- _DATA LISTING_:

━━━━━━━━

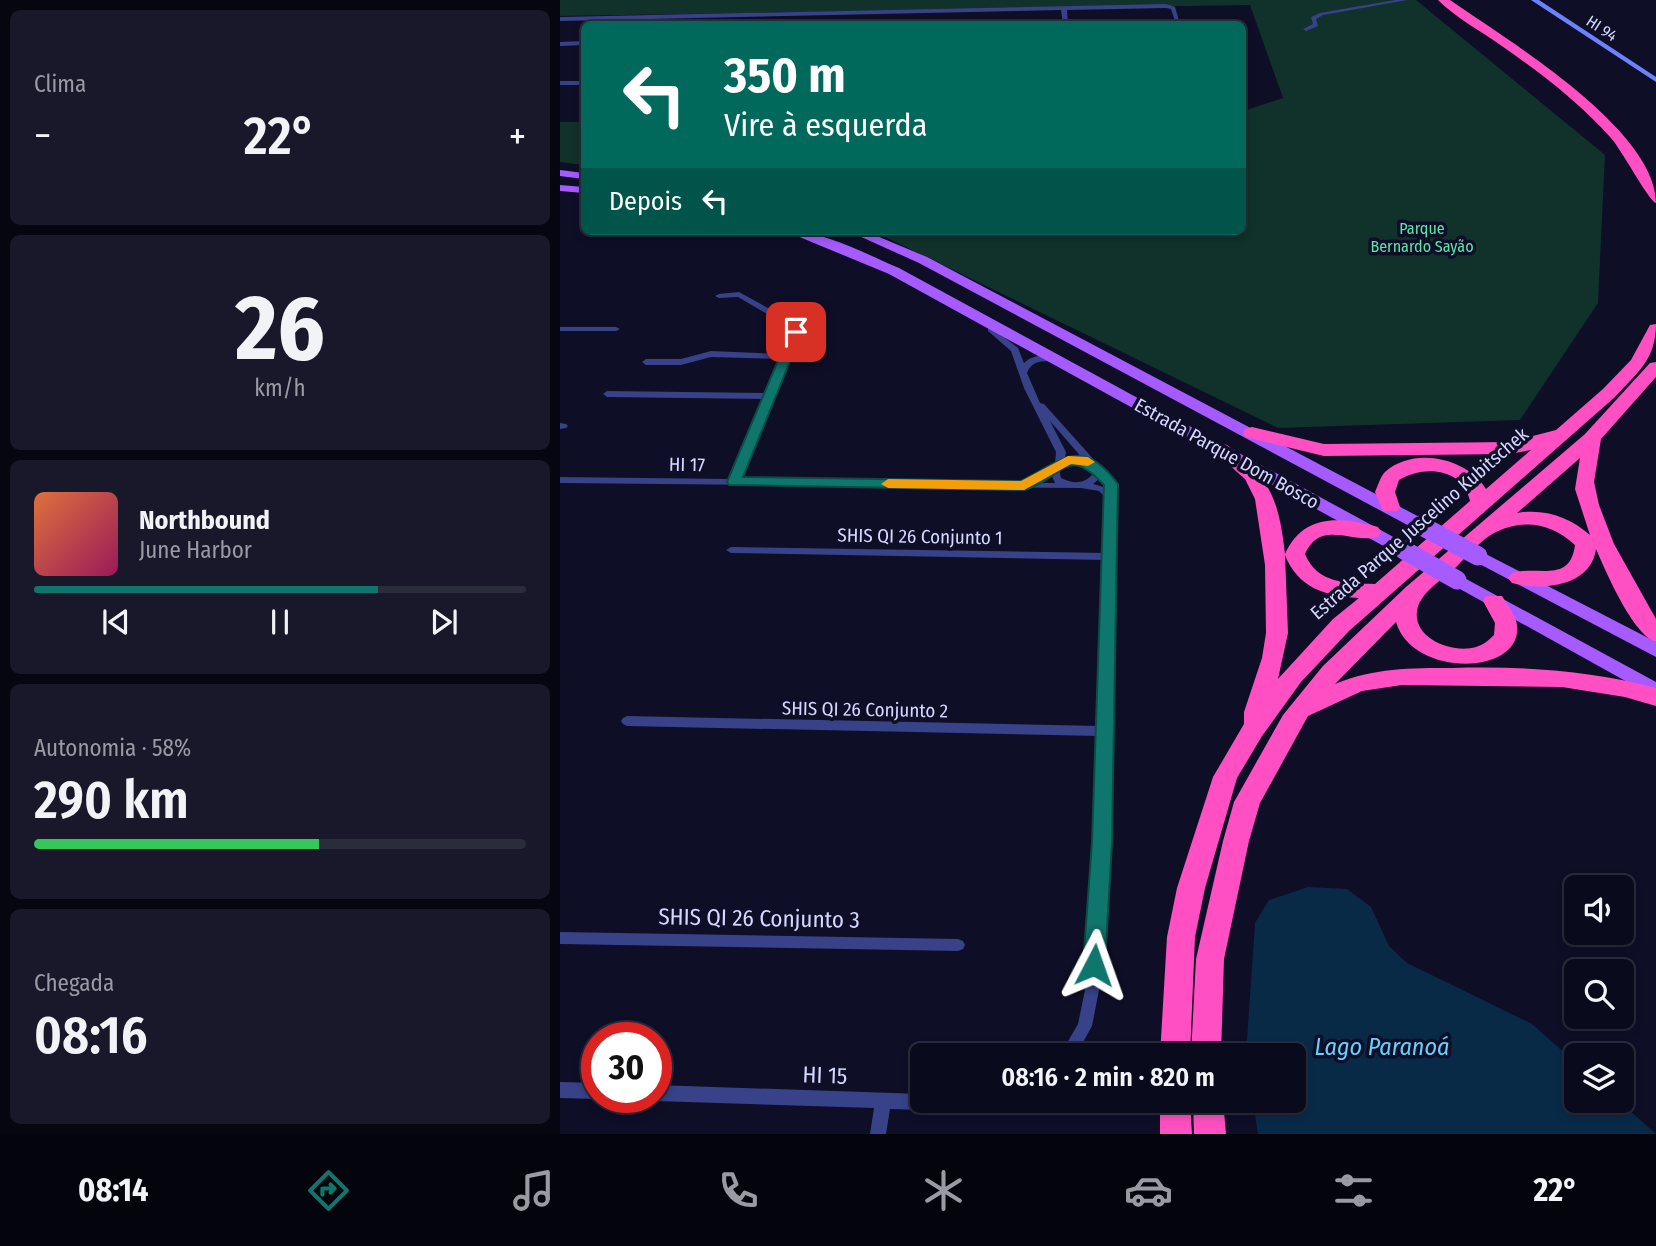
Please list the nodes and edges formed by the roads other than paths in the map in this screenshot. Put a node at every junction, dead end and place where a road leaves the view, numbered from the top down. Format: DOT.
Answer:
graph roads {
  1 [pos="1404,0"];
  2 [pos="1443,0"];
  3 [pos="1454,0"];
  4 [pos="1534,0"];
  5 [pos="1065,9"];
  6 [pos="764,15"];
  7 [pos="560,19"];
  8 [pos="762,21"];
  9 [pos="1066,21"];
  10 [pos="1177,21"];
  11 [pos="1306,29"];
  12 [pos="581,43"];
  13 [pos="560,44"];
  14 [pos="1656,80"];
  15 [pos="560,83"];
  16 [pos="581,83"];
  17 [pos="1640,145"];
  18 [pos="560,173"];
  19 [pos="581,176"];
  20 [pos="560,188"];
  21 [pos="581,190"];
  22 [pos="1656,199"];
  23 [pos="803,235"];
  24 [pos="839,235"];
  25 [pos="846,235"];
  26 [pos="863,235"];
  27 [pos="882,243"];
  28 [pos="834,245"];
  29 [pos="719,296"];
  30 [pos="957,305"];
  31 [pos="560,329"];
  32 [pos="616,329"];
  33 [pos="1656,329"];
  34 [pos="786,357"];
  35 [pos="1057,359"];
  36 [pos="646,362"];
  37 [pos="1656,367"];
  38 [pos="1023,373"];
  39 [pos="607,394"];
  40 [pos="772,396"];
  41 [pos="1035,400"];
  42 [pos="1252,433"];
  43 [pos="1581,433"];
  44 [pos="1220,449"];
  45 [pos="1057,466"];
  46 [pos="1095,467"];
  47 [pos="560,480"];
  48 [pos="734,482"];
  49 [pos="1024,485"];
  50 [pos="1078,486"];
  51 [pos="1111,497"];
  52 [pos="1390,507"];
  53 [pos="1478,522"];
  54 [pos="1371,532"];
  55 [pos="731,550"];
  56 [pos="1108,557"];
  57 [pos="1519,578"];
  58 [pos="1379,591"];
  59 [pos="1414,592"];
  60 [pos="1494,601"];
  61 [pos="1656,634"];
  62 [pos="1656,650"];
  63 [pos="1656,691"];
  64 [pos="1656,697"];
  65 [pos="627,721"];
  66 [pos="1291,721"];
  67 [pos="1254,729"];
  68 [pos="1103,731"];
  69 [pos="560,937"];
  70 [pos="958,945"];
  71 [pos="1075,1043"];
  72 [pos="1176,1043"];
  73 [pos="1206,1043"];
  74 [pos="560,1090"];
  75 [pos="581,1091"];
  76 [pos="672,1093"];
  77 [pos="883,1100"];
  78 [pos="910,1101"];
  79 [pos="1175,1113"];
  80 [pos="1209,1113"];
  81 [pos="878,1134"];
  82 [pos="1176,1134"];
  83 [pos="1210,1134"];
  1 -- 11 [label="street"];
  2 -- 22 [label="highway"];
  3 -- 17 [label="highway"];
  4 -- 14 [label="street, HI 94"];
  5 -- 6 [label="street"];
  5 -- 9 [label="street"];
  5 -- 10 [label="street"];
  6 -- 7 [label="street"];
  6 -- 8 [label="street"];
  12 -- 13 [label="street"];
  15 -- 16 [label="street"];
  18 -- 19 [label="main road"];
  20 -- 21 [label="main road"];
  23 -- 28 [label="main road, Estrada Parque Dom Bosco"];
  24 -- 28 [label="main road"];
  25 -- 27 [label="main road"];
  26 -- 27 [label="main road, Estrada Parque Dom Bosco"];
  27 -- 42 [label="main road, Estrada Parque Dom Bosco"];
  28 -- 30 [label="main road, Estrada Parque Dom Bosco"];
  29 -- 34 [label="street"];
  30 -- 35 [label="main road, Estrada Parque Dom Bosco"];
  30 -- 38 [label="street"];
  31 -- 32 [label="street"];
  33 -- 43 [label="highway, Estrada Parque Juscelino Kubitschek"];
  34 -- 36 [label="street"];
  34 -- 40 [label="street"];
  35 -- 38 [label="street"];
  35 -- 44 [label="main road, Estrada Parque Dom Bosco"];
  37 -- 43 [label="highway, Estrada Parque Juscelino Kubitschek"];
  38 -- 41 [label="street"];
  39 -- 40 [label="street"];
  40 -- 48 [label="street"];
  41 -- 45 [label="street"];
  41 -- 46 [label="street"];
  42 -- 43 [label="highway"];
  42 -- 52 [label="main road, Estrada Parque Dom Bosco"];
  43 -- 53 [label="highway, Estrada Parque Juscelino Kubitschek"];
  43 -- 61 [label="highway"];
  44 -- 54 [label="main road, Estrada Parque Dom Bosco"];
  44 -- 67 [label="highway"];
  45 -- 46 [label="street"];
  45 -- 49 [label="street, HI 17"];
  45 -- 50 [label="street"];
  46 -- 50 [label="street"];
  46 -- 51 [label="street"];
  47 -- 48 [label="street, HI 17"];
  48 -- 49 [label="street, HI 17"];
  49 -- 50 [label="street, HI 17"];
  50 -- 51 [label="street"];
  51 -- 56 [label="street"];
  52 -- 53 [label="highway"];
  52 -- 57 [label="main road, Estrada Parque Dom Bosco, bridge"];
  53 -- 57 [label="highway"];
  53 -- 58 [label="highway, Estrada Parque Juscelino Kubitschek"];
  53 -- 59 [label="highway, Estrada Parque Juscelino Kubitschek"];
  54 -- 58 [label="highway"];
  54 -- 60 [label="main road, Estrada Parque Dom Bosco, bridge"];
  55 -- 56 [label="street, SHIS QI 26 Conjunto 1"];
  56 -- 68 [label="street"];
  57 -- 62 [label="main road, Estrada Parque Dom Bosco"];
  58 -- 67 [label="highway, Estrada Parque Juscelino Kubitschek"];
  59 -- 60 [label="highway"];
  59 -- 66 [label="highway, Estrada Parque Juscelino Kubitschek"];
  60 -- 63 [label="main road, Estrada Parque Dom Bosco"];
  64 -- 66 [label="highway"];
  65 -- 68 [label="street, SHIS QI 26 Conjunto 2"];
  66 -- 73 [label="highway, Estrada Parque Juscelino Kubitschek"];
  67 -- 72 [label="highway, Estrada Parque Juscelino Kubitschek"];
  68 -- 71 [label="street"];
  69 -- 70 [label="street, SHIS QI 26 Conjunto 3"];
  74 -- 75 [label="street"];
  76 -- 77 [label="street, HI 15"];
  77 -- 78 [label="street, HI 15"];
  77 -- 81 [label="street"];
  79 -- 82 [label="highway"];
  80 -- 83 [label="highway"];
}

━━━━━━━━

- _TASK STATEMENT_: Would you please output the listing above exactly, leaving out the pictures?

- _TASK RESULT_:
Please list the nodes and edges formed by the roads other than paths in the map in this screenshot. Put a node at every junction, dead end and place where a road leaves the view, numbered from the top down. Format: DOT.
Answer:
graph roads {
  1 [pos="1404,0"];
  2 [pos="1443,0"];
  3 [pos="1454,0"];
  4 [pos="1534,0"];
  5 [pos="1065,9"];
  6 [pos="764,15"];
  7 [pos="560,19"];
  8 [pos="762,21"];
  9 [pos="1066,21"];
  10 [pos="1177,21"];
  11 [pos="1306,29"];
  12 [pos="581,43"];
  13 [pos="560,44"];
  14 [pos="1656,80"];
  15 [pos="560,83"];
  16 [pos="581,83"];
  17 [pos="1640,145"];
  18 [pos="560,173"];
  19 [pos="581,176"];
  20 [pos="560,188"];
  21 [pos="581,190"];
  22 [pos="1656,199"];
  23 [pos="803,235"];
  24 [pos="839,235"];
  25 [pos="846,235"];
  26 [pos="863,235"];
  27 [pos="882,243"];
  28 [pos="834,245"];
  29 [pos="719,296"];
  30 [pos="957,305"];
  31 [pos="560,329"];
  32 [pos="616,329"];
  33 [pos="1656,329"];
  34 [pos="786,357"];
  35 [pos="1057,359"];
  36 [pos="646,362"];
  37 [pos="1656,367"];
  38 [pos="1023,373"];
  39 [pos="607,394"];
  40 [pos="772,396"];
  41 [pos="1035,400"];
  42 [pos="1252,433"];
  43 [pos="1581,433"];
  44 [pos="1220,449"];
  45 [pos="1057,466"];
  46 [pos="1095,467"];
  47 [pos="560,480"];
  48 [pos="734,482"];
  49 [pos="1024,485"];
  50 [pos="1078,486"];
  51 [pos="1111,497"];
  52 [pos="1390,507"];
  53 [pos="1478,522"];
  54 [pos="1371,532"];
  55 [pos="731,550"];
  56 [pos="1108,557"];
  57 [pos="1519,578"];
  58 [pos="1379,591"];
  59 [pos="1414,592"];
  60 [pos="1494,601"];
  61 [pos="1656,634"];
  62 [pos="1656,650"];
  63 [pos="1656,691"];
  64 [pos="1656,697"];
  65 [pos="627,721"];
  66 [pos="1291,721"];
  67 [pos="1254,729"];
  68 [pos="1103,731"];
  69 [pos="560,937"];
  70 [pos="958,945"];
  71 [pos="1075,1043"];
  72 [pos="1176,1043"];
  73 [pos="1206,1043"];
  74 [pos="560,1090"];
  75 [pos="581,1091"];
  76 [pos="672,1093"];
  77 [pos="883,1100"];
  78 [pos="910,1101"];
  79 [pos="1175,1113"];
  80 [pos="1209,1113"];
  81 [pos="878,1134"];
  82 [pos="1176,1134"];
  83 [pos="1210,1134"];
  1 -- 11 [label="street"];
  2 -- 22 [label="highway"];
  3 -- 17 [label="highway"];
  4 -- 14 [label="street, HI 94"];
  5 -- 6 [label="street"];
  5 -- 9 [label="street"];
  5 -- 10 [label="street"];
  6 -- 7 [label="street"];
  6 -- 8 [label="street"];
  12 -- 13 [label="street"];
  15 -- 16 [label="street"];
  18 -- 19 [label="main road"];
  20 -- 21 [label="main road"];
  23 -- 28 [label="main road, Estrada Parque Dom Bosco"];
  24 -- 28 [label="main road"];
  25 -- 27 [label="main road"];
  26 -- 27 [label="main road, Estrada Parque Dom Bosco"];
  27 -- 42 [label="main road, Estrada Parque Dom Bosco"];
  28 -- 30 [label="main road, Estrada Parque Dom Bosco"];
  29 -- 34 [label="street"];
  30 -- 35 [label="main road, Estrada Parque Dom Bosco"];
  30 -- 38 [label="street"];
  31 -- 32 [label="street"];
  33 -- 43 [label="highway, Estrada Parque Juscelino Kubitschek"];
  34 -- 36 [label="street"];
  34 -- 40 [label="street"];
  35 -- 38 [label="street"];
  35 -- 44 [label="main road, Estrada Parque Dom Bosco"];
  37 -- 43 [label="highway, Estrada Parque Juscelino Kubitschek"];
  38 -- 41 [label="street"];
  39 -- 40 [label="street"];
  40 -- 48 [label="street"];
  41 -- 45 [label="street"];
  41 -- 46 [label="street"];
  42 -- 43 [label="highway"];
  42 -- 52 [label="main road, Estrada Parque Dom Bosco"];
  43 -- 53 [label="highway, Estrada Parque Juscelino Kubitschek"];
  43 -- 61 [label="highway"];
  44 -- 54 [label="main road, Estrada Parque Dom Bosco"];
  44 -- 67 [label="highway"];
  45 -- 46 [label="street"];
  45 -- 49 [label="street, HI 17"];
  45 -- 50 [label="street"];
  46 -- 50 [label="street"];
  46 -- 51 [label="street"];
  47 -- 48 [label="street, HI 17"];
  48 -- 49 [label="street, HI 17"];
  49 -- 50 [label="street, HI 17"];
  50 -- 51 [label="street"];
  51 -- 56 [label="street"];
  52 -- 53 [label="highway"];
  52 -- 57 [label="main road, Estrada Parque Dom Bosco, bridge"];
  53 -- 57 [label="highway"];
  53 -- 58 [label="highway, Estrada Parque Juscelino Kubitschek"];
  53 -- 59 [label="highway, Estrada Parque Juscelino Kubitschek"];
  54 -- 58 [label="highway"];
  54 -- 60 [label="main road, Estrada Parque Dom Bosco, bridge"];
  55 -- 56 [label="street, SHIS QI 26 Conjunto 1"];
  56 -- 68 [label="street"];
  57 -- 62 [label="main road, Estrada Parque Dom Bosco"];
  58 -- 67 [label="highway, Estrada Parque Juscelino Kubitschek"];
  59 -- 60 [label="highway"];
  59 -- 66 [label="highway, Estrada Parque Juscelino Kubitschek"];
  60 -- 63 [label="main road, Estrada Parque Dom Bosco"];
  64 -- 66 [label="highway"];
  65 -- 68 [label="street, SHIS QI 26 Conjunto 2"];
  66 -- 73 [label="highway, Estrada Parque Juscelino Kubitschek"];
  67 -- 72 [label="highway, Estrada Parque Juscelino Kubitschek"];
  68 -- 71 [label="street"];
  69 -- 70 [label="street, SHIS QI 26 Conjunto 3"];
  74 -- 75 [label="street"];
  76 -- 77 [label="street, HI 15"];
  77 -- 78 [label="street, HI 15"];
  77 -- 81 [label="street"];
  79 -- 82 [label="highway"];
  80 -- 83 [label="highway"];
}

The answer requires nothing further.